* **Supplied records**:
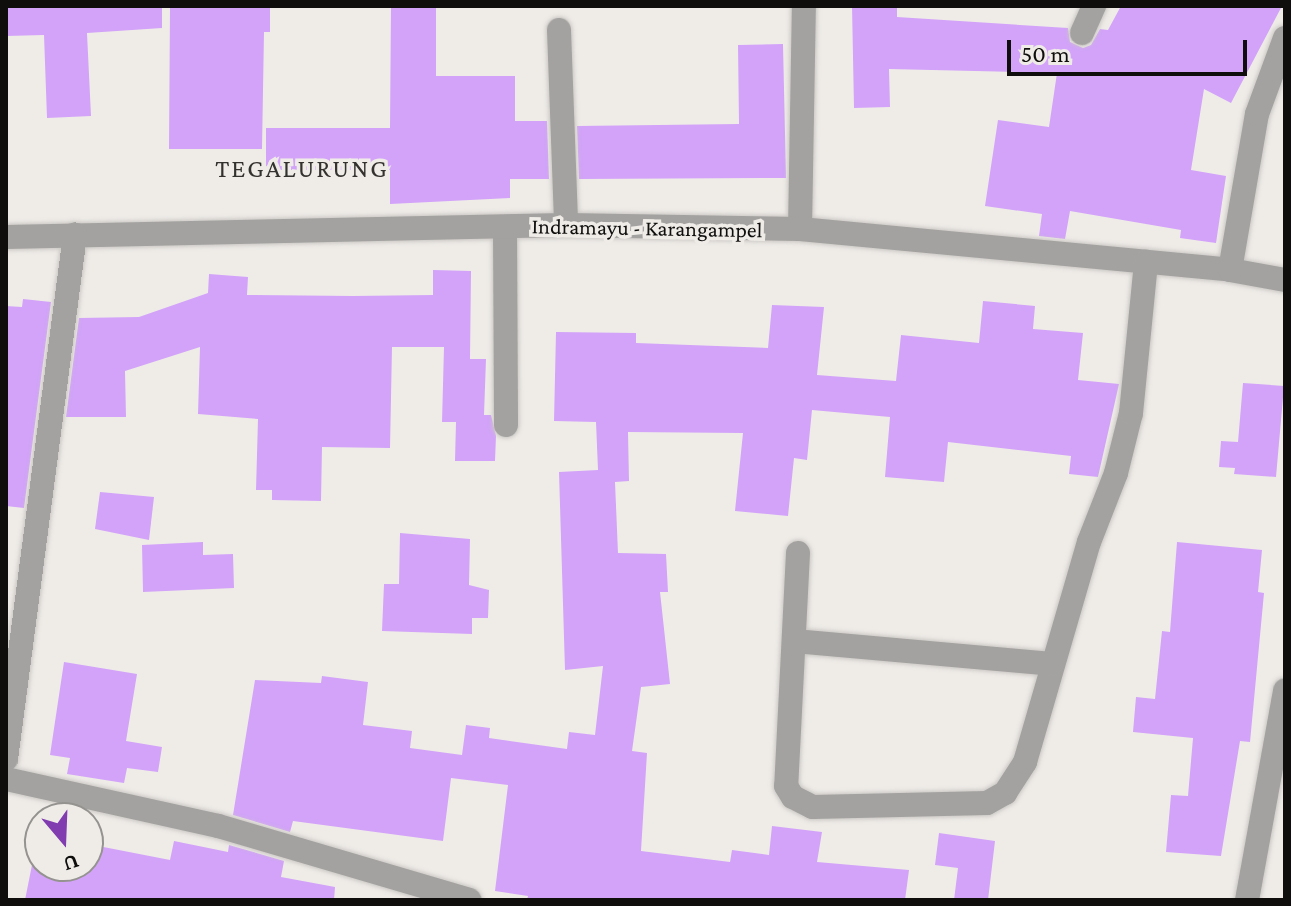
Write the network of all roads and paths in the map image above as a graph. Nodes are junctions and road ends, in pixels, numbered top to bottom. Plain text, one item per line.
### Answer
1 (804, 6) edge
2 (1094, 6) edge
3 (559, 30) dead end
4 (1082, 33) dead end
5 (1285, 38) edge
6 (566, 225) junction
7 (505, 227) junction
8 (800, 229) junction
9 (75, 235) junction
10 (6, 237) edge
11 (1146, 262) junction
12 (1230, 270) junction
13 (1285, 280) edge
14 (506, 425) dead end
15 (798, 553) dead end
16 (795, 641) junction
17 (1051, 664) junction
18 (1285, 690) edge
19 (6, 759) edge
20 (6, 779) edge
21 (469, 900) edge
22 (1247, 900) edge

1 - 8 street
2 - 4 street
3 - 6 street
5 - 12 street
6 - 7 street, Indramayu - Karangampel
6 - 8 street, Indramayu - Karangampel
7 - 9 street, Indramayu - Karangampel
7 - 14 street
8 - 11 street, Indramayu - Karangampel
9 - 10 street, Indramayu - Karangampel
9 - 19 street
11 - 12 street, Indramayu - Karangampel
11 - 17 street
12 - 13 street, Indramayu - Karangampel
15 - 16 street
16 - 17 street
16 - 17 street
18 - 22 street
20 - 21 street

* **Work request**: Could the entries above be written out word for word, pictures excluded?

* **Result**:
Write the network of all roads and paths in the map image above as a graph. Nodes are junctions and road ends, in pixels, numbered top to bottom. Plain text, one item per line.
### Answer
1 (804, 6) edge
2 (1094, 6) edge
3 (559, 30) dead end
4 (1082, 33) dead end
5 (1285, 38) edge
6 (566, 225) junction
7 (505, 227) junction
8 (800, 229) junction
9 (75, 235) junction
10 (6, 237) edge
11 (1146, 262) junction
12 (1230, 270) junction
13 (1285, 280) edge
14 (506, 425) dead end
15 (798, 553) dead end
16 (795, 641) junction
17 (1051, 664) junction
18 (1285, 690) edge
19 (6, 759) edge
20 (6, 779) edge
21 (469, 900) edge
22 (1247, 900) edge

1 - 8 street
2 - 4 street
3 - 6 street
5 - 12 street
6 - 7 street, Indramayu - Karangampel
6 - 8 street, Indramayu - Karangampel
7 - 9 street, Indramayu - Karangampel
7 - 14 street
8 - 11 street, Indramayu - Karangampel
9 - 10 street, Indramayu - Karangampel
9 - 19 street
11 - 12 street, Indramayu - Karangampel
11 - 17 street
12 - 13 street, Indramayu - Karangampel
15 - 16 street
16 - 17 street
16 - 17 street
18 - 22 street
20 - 21 street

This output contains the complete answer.